The story invites us to reflect on those epiphany moments in our own lives when we understand something deeper about God, about life, about ourselves. Such moments of epiphany can be transformative experiences that are sudden and life changing. Or they can come at the end of a long and slow process of discernment. They can be powerful mountaintop experiences, or realizations that come in the simple routine events of everyday life. However they come, our epiphany moments clarify our purpose, make us feel connected, and teach us something essential. They can be profound realizations about who God is or the Spirit’s role in our life. Or they can be gentle, peaceful reminders of things we may have forgotten or not paid attention to for a long time.


Our realizations about who Jesus is, or what God is calling us to do, don’t need to be accompanied by the heavens opening and a divine voice.

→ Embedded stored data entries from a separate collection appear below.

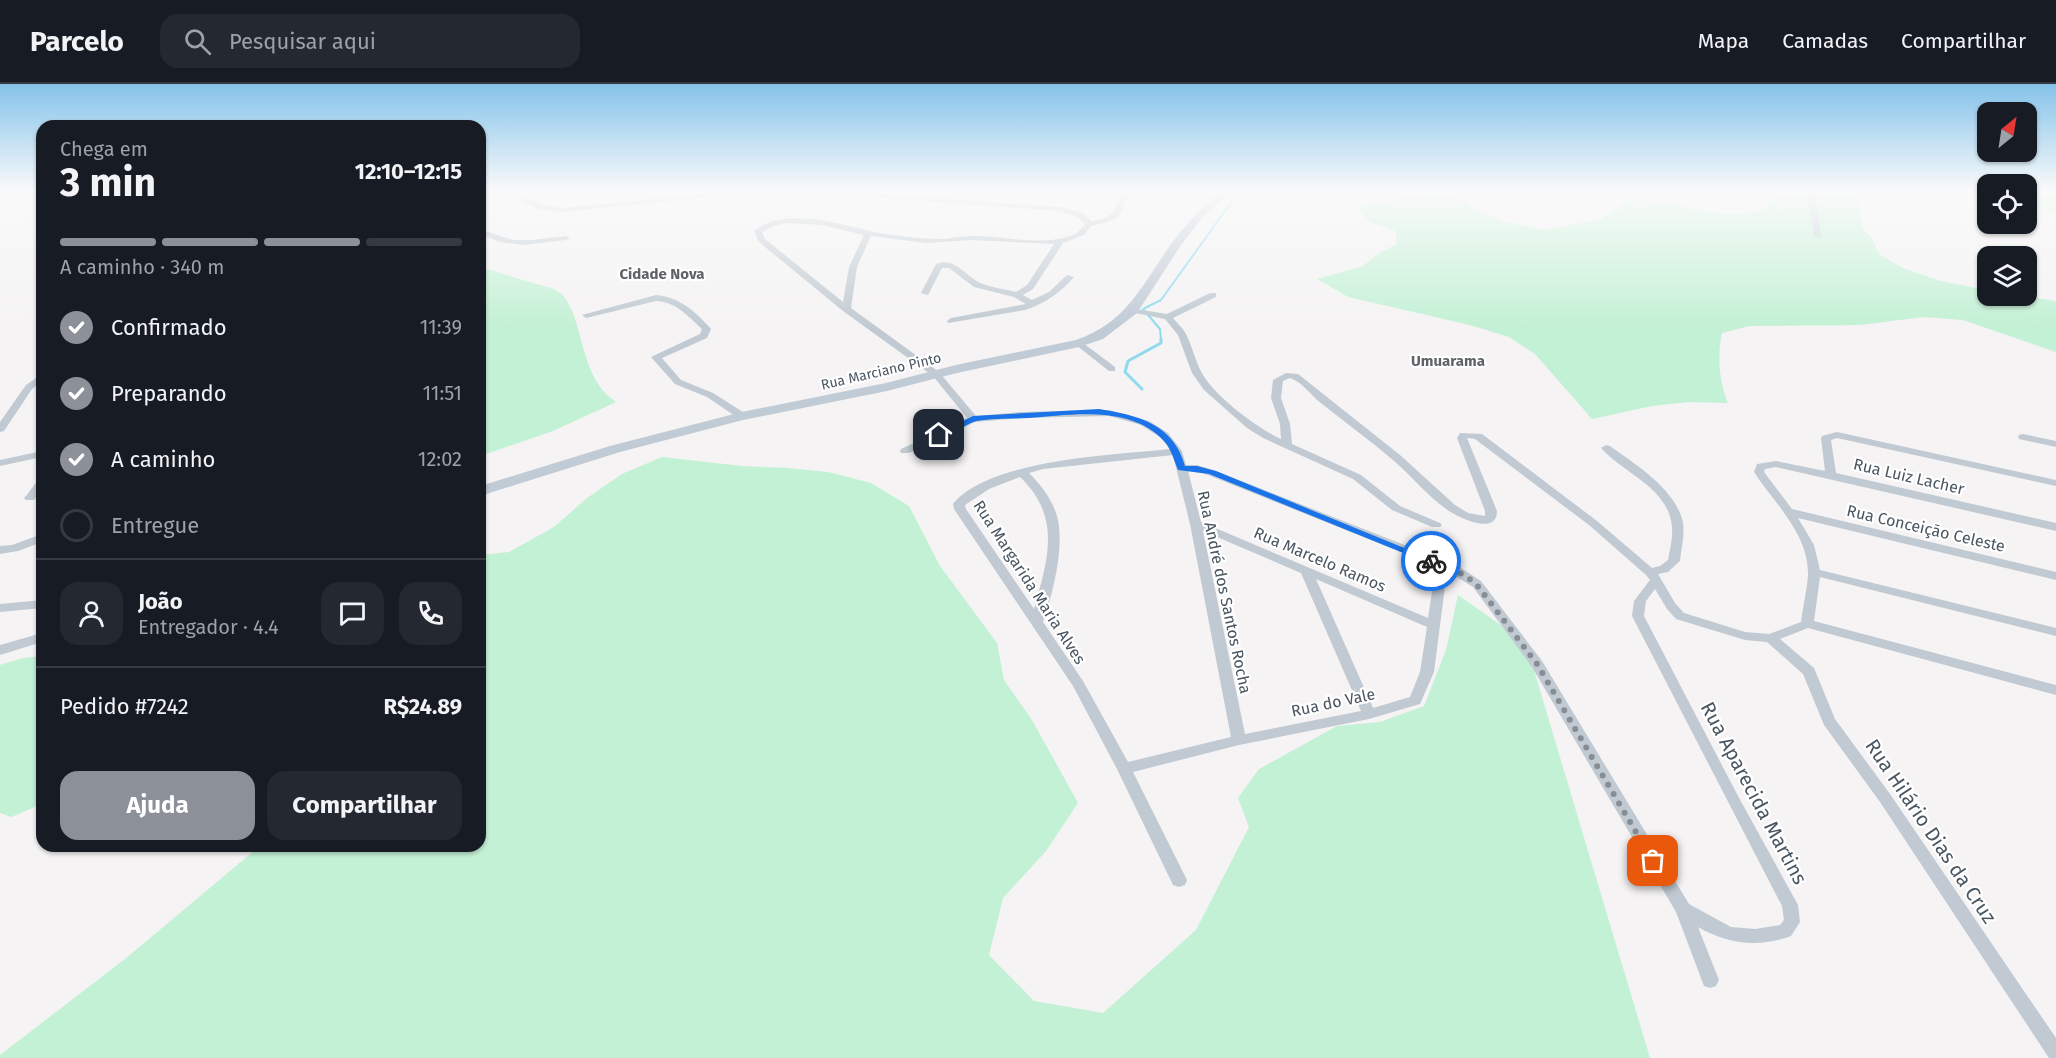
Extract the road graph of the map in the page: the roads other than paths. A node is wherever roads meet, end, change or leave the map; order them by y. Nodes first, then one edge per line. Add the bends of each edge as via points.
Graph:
1 (492, 235) edge
2 (760, 235) edge
3 (868, 235) edge
4 (879, 235) edge
5 (1077, 235) edge
6 (1183, 235) edge
7 (566, 238) dead end
8 (1060, 242) junction
9 (1070, 277) dead end
10 (925, 293) dead end
11 (1017, 295) junction
12 (1214, 295) dead end
13 (1033, 303) junction
14 (846, 309) junction
15 (1135, 311) junction
16 (586, 315) dead end
17 (1168, 317) junction
18 (951, 321) dead end
19 (1079, 344) junction
20 (1112, 369) dead end
21 (936, 374) junction
22 (36, 382) edge
23 (742, 416) junction
24 (973, 418) junction
25 (0, 429) edge
26 (2023, 436) dead end
27 (2056, 444) edge
28 (1287, 445) junction
29 (1606, 448) dead end
30 (905, 451) dead end
31 (1177, 452) junction
32 (36, 455) edge
33 (0, 463) edge
34 (1181, 468) junction
35 (1021, 472) junction
36 (1831, 475) junction
37 (2056, 483) edge
38 (486, 489) edge
39 (36, 490) edge
40 (30, 498) dead end
41 (1789, 513) junction
42 (1196, 524) junction
43 (1436, 525) dead end
44 (2056, 526) edge
45 (36, 540) edge
46 (0, 550) edge
47 (1442, 565) junction
48 (1306, 571) junction
49 (1814, 572) junction
50 (1653, 576) junction
51 (2056, 576) edge
52 (36, 605) edge
53 (0, 608) edge
54 (1037, 621) junction
55 (1432, 624) junction
56 (1807, 624) junction
57 (2056, 632) edge
58 (1770, 638) junction
59 (36, 639) edge
60 (0, 650) edge
61 (2056, 690) edge
62 (1369, 714) junction
63 (1239, 740) junction
64 (1124, 769) junction
65 (1179, 880) dead end
66 (1683, 909) junction
67 (1710, 980) dead end
68 (2056, 1053) edge

1 - 7 street via 511,243
2 - 14 street
3 - 14 street via 853,267
4 - 8 street via 927,241 972,238
5 - 8 street
6 - 15 street, Rua Marciano Pinto
8 - 11 street via 1030,287
9 - 13 street via 1052,294
10 - 11 street via 939,266 944,264 977,285
11 - 13 street
12 - 17 street
13 - 18 street
14 - 21 street
15 - 17 street
15 - 19 street, Rua Marciano Pinto
16 - 23 street via 656,298 678,302 707,329 704,336 656,357 678,382 710,395
17 - 28 street via 1182,334 1207,388 1251,426
19 - 20 street
19 - 21 street, Rua Marciano Pinto
21 - 23 street, Rua Marciano Pinto
21 - 24 street
22 - 25 street
23 - 38 street, Rua Marciano Pinto via 615,449
24 - 30 street
24 - 31 street via 1072,412 1122,415 1155,428
26 - 27 street
28 - 43 street via 1358,477 1396,508
28 - 50 street via 1276,398 1278,380 1287,375 1298,377 1398,458 1435,494 1481,521 1489,520 1491,511 1462,438 1478,435 1593,523
29 - 50 street via 1652,485 1674,513 1674,561
31 - 34 street, Rua André dos Santos Rocha
31 - 35 street, Rua Margarida Maria Alves via 1065,462
32 - 33 street
34 - 42 street, Rua André dos Santos Rocha
34 - 47 street, Rua Aparecida Martins via 1212,472
35 - 54 street via 1042,494 1053,520 1049,566
35 - 54 street, Rua Margarida Maria Alves via 966,496 959,504
36 - 37 street via 1826,438 1837,435
36 - 41 street, Rua Luiz Lacher via 1776,464 1761,466 1759,472
36 - 44 street, Rua Luiz Lacher
39 - 40 street
41 - 49 street via 1806,542
41 - 51 street, Rua Conceiçāo Celeste
42 - 48 street, Rua Marcelo Ramos
42 - 63 street, Rua André dos Santos Rocha
45 - 46 street
47 - 55 street, Rua do Vale
47 - 66 street, Rua Aparecida Martins via 1477,585 1537,664
48 - 55 street, Rua Marcelo Ramos
48 - 62 street
49 - 56 street
49 - 57 street
50 - 58 street via 1680,615 1745,636
50 - 66 street, Rua Aparecida Martins via 1636,611 1638,616 1776,876 1790,905 1792,922 1785,931 1740,937 1716,930
52 - 53 street
54 - 64 street, Rua Margarida Maria Alves via 1078,684
55 - 62 street, Rua do Vale via 1427,672 1419,695 1412,701
56 - 58 street
56 - 61 street
58 - 68 street, Rua Hilário Dias da Cruz via 1809,671 1829,721
59 - 60 street
62 - 63 street, Rua do Vale
63 - 64 street, Rua do Vale
64 - 65 street, Rua Margarida Maria Alves
66 - 67 street, Rua Aparecida Martins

Epiphanies can come gradually on the long road of the faith journey. We might not even remember the specific moment looking back, sometimes it just becomes clear God has touched our lives and changed us in ways we can’t exactly pinpoint.


And maybe we’re on the road now waiting for an epiphany. An epiphany about where God is calling us. An epiphany about how to handle a stressful situation. An epiphany about a loved one. An epiphany about our relationship with God and who Jesus is in our lives. Many are still wondering, questioning, pondering the mystery of it all. It’s good to pray for an epiphany, to pray for God’s aid in recognizing the divine presence in our lives. In realizing who Jesus is, who God is, who we are and how we are called to live.

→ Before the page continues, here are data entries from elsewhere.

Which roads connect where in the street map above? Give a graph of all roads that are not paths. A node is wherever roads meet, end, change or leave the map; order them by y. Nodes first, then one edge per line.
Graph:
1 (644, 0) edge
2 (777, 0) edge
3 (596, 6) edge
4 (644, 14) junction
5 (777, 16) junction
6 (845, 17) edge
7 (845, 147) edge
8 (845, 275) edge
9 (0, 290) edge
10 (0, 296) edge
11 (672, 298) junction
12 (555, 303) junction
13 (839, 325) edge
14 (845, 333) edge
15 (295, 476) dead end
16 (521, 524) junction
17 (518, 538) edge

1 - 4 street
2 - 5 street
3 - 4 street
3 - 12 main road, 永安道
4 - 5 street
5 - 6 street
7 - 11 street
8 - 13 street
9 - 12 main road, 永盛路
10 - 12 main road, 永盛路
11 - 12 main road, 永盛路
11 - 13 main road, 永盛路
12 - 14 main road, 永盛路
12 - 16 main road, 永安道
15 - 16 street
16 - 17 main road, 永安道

Maybe you’ve been blessed with such an epiphany yourself. Or maybe you’ve gone the slow and steady track of realization, where hard it’s to point to the exact moment of epiphany but you know it happened over time. Whatever the case, I know that God is at work in each and every one of our lives. Providing us with our own little epiphanies to direct us and guide us, to strengthen us and comfort us, to teach us and help us have our own realizations about God, Jesus, and life.


And on this Baptism of our Lord Sunday, we are reminded that baptism can be one of those moments, one of those moments that can provide clarity and proclaim to us who we truly are. It certainly was for John the Baptist and maybe even for Jesus too. At Jesus’ baptism God declared Jesus His beloved Son. This was an epiphany for all who heard it. This was God declaring to the world that Jesus is God’s Son.


And the amazing thing is that at our baptism we all heard that same message: that we are God’s beloved child too. We are all beloved children of God. At our Baptism, we may not have heard the literal voice of God like Jesus did, nevertheless God proclaimed us as God’s beloved daughter or son.


And just like Jesus didn’t become God’s Son at his Baptism, he always was, so we too have always been God’s beloved children. But at our Baptism we heard that promise proclaimed to us and were assured this beyond any doubt and told what was always true about ourselves and God’s love for us. As Paul says in Romans, in our baptism we are joined to Christ’s death and resurrection so that we may have new life in him. In baptism we are sealed by the Holy Spirit and marked with the cross of Christ forever. In baptism we are told who we are and whose we are. In baptism we are called and claimed as beloved children of God.


This may not feel like it’s a huge epiphany. Perhaps we hear it so often that we’re used to this incredibly good news. But we are all children of God and when we truly realize this fact it is truly life changing.


And so this week, remember who you are and whose you are. Remember that you are a baptized child of God. Let that be the realization that carries you through the week, that carries you through this Epiphany season, that carries you through life. Because no matter how mysterious or confusing life gets, we know God’s love for us, and we know Jesus has been born to show us the way to the freedom and new life God offers to all.


In the name of the Father, and of the Son, and of the Holy Spirit. Amen.